[Start of Attachment]

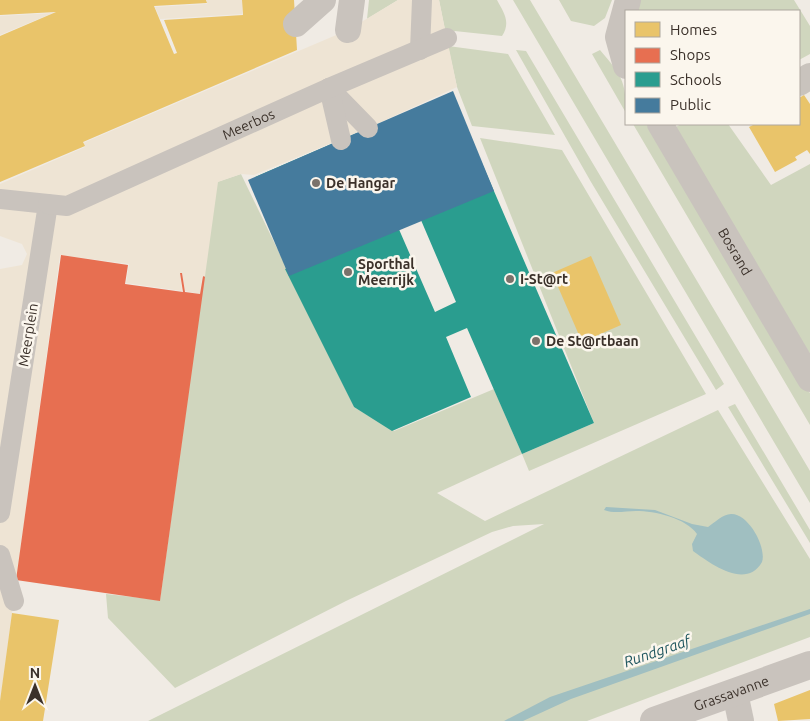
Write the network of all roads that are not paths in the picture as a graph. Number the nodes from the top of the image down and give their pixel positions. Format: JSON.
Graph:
{"nodes":[{"id":1,"x":322,"y":0,"type":"edge"},
{"id":2,"x":352,"y":0,"type":"edge"},
{"id":3,"x":422,"y":0,"type":"edge"},
{"id":4,"x":625,"y":11,"type":"edge"},
{"id":5,"x":296,"y":24,"type":"dead end"},
{"id":6,"x":348,"y":30,"type":"dead end"},
{"id":7,"x":447,"y":38,"type":"dead end"},
{"id":8,"x":420,"y":50,"type":"junction"},
{"id":9,"x":625,"y":62,"type":"edge"},
{"id":10,"x":328,"y":88,"type":"junction"},
{"id":11,"x":661,"y":125,"type":"edge"},
{"id":12,"x":368,"y":128,"type":"dead end"},
{"id":13,"x":341,"y":140,"type":"dead end"},
{"id":14,"x":0,"y":199,"type":"edge"},
{"id":15,"x":48,"y":204,"type":"junction"},
{"id":16,"x":810,"y":379,"type":"edge"},
{"id":17,"x":0,"y":513,"type":"edge"},
{"id":18,"x":0,"y":555,"type":"edge"},
{"id":19,"x":14,"y":601,"type":"dead end"},
{"id":20,"x":810,"y":665,"type":"edge"},
{"id":21,"x":735,"y":693,"type":"junction"},
{"id":22,"x":654,"y":721,"type":"edge"},
{"id":23,"x":741,"y":721,"type":"edge"}],
"edges":[{"from":1,"to":5,"type":"street"},
{"from":2,"to":6,"type":"street"},
{"from":3,"to":8,"type":"street"},
{"from":4,"to":9,"type":"street"},
{"from":7,"to":8,"type":"street","name":"Meerbos"},
{"from":8,"to":10,"type":"street","name":"Meerbos"},
{"from":10,"to":12,"type":"street"},
{"from":10,"to":13,"type":"street"},
{"from":10,"to":15,"type":"street","name":"Meerbos"},
{"from":11,"to":16,"type":"street","name":"Bosrand"},
{"from":14,"to":15,"type":"street"},
{"from":15,"to":17,"type":"street","name":"Meerplein"},
{"from":18,"to":19,"type":"street"},
{"from":20,"to":21,"type":"street","name":"Grassavanne"},
{"from":21,"to":22,"type":"street","name":"Grassavanne"},
{"from":21,"to":23,"type":"street"}]}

[End of Attachment]

DESCRIPTION OF THE TASK:
Exactly as written, restate the listing above with its pictures omitted.

TASK OUTPUT:
Write the network of all roads that are not paths in the picture as a graph. Number the nodes from the top of the image down and give their pixel positions. Format: JSON.
Graph:
{"nodes":[{"id":1,"x":322,"y":0,"type":"edge"},
{"id":2,"x":352,"y":0,"type":"edge"},
{"id":3,"x":422,"y":0,"type":"edge"},
{"id":4,"x":625,"y":11,"type":"edge"},
{"id":5,"x":296,"y":24,"type":"dead end"},
{"id":6,"x":348,"y":30,"type":"dead end"},
{"id":7,"x":447,"y":38,"type":"dead end"},
{"id":8,"x":420,"y":50,"type":"junction"},
{"id":9,"x":625,"y":62,"type":"edge"},
{"id":10,"x":328,"y":88,"type":"junction"},
{"id":11,"x":661,"y":125,"type":"edge"},
{"id":12,"x":368,"y":128,"type":"dead end"},
{"id":13,"x":341,"y":140,"type":"dead end"},
{"id":14,"x":0,"y":199,"type":"edge"},
{"id":15,"x":48,"y":204,"type":"junction"},
{"id":16,"x":810,"y":379,"type":"edge"},
{"id":17,"x":0,"y":513,"type":"edge"},
{"id":18,"x":0,"y":555,"type":"edge"},
{"id":19,"x":14,"y":601,"type":"dead end"},
{"id":20,"x":810,"y":665,"type":"edge"},
{"id":21,"x":735,"y":693,"type":"junction"},
{"id":22,"x":654,"y":721,"type":"edge"},
{"id":23,"x":741,"y":721,"type":"edge"}],
"edges":[{"from":1,"to":5,"type":"street"},
{"from":2,"to":6,"type":"street"},
{"from":3,"to":8,"type":"street"},
{"from":4,"to":9,"type":"street"},
{"from":7,"to":8,"type":"street","name":"Meerbos"},
{"from":8,"to":10,"type":"street","name":"Meerbos"},
{"from":10,"to":12,"type":"street"},
{"from":10,"to":13,"type":"street"},
{"from":10,"to":15,"type":"street","name":"Meerbos"},
{"from":11,"to":16,"type":"street","name":"Bosrand"},
{"from":14,"to":15,"type":"street"},
{"from":15,"to":17,"type":"street","name":"Meerplein"},
{"from":18,"to":19,"type":"street"},
{"from":20,"to":21,"type":"street","name":"Grassavanne"},
{"from":21,"to":22,"type":"street","name":"Grassavanne"},
{"from":21,"to":23,"type":"street"}]}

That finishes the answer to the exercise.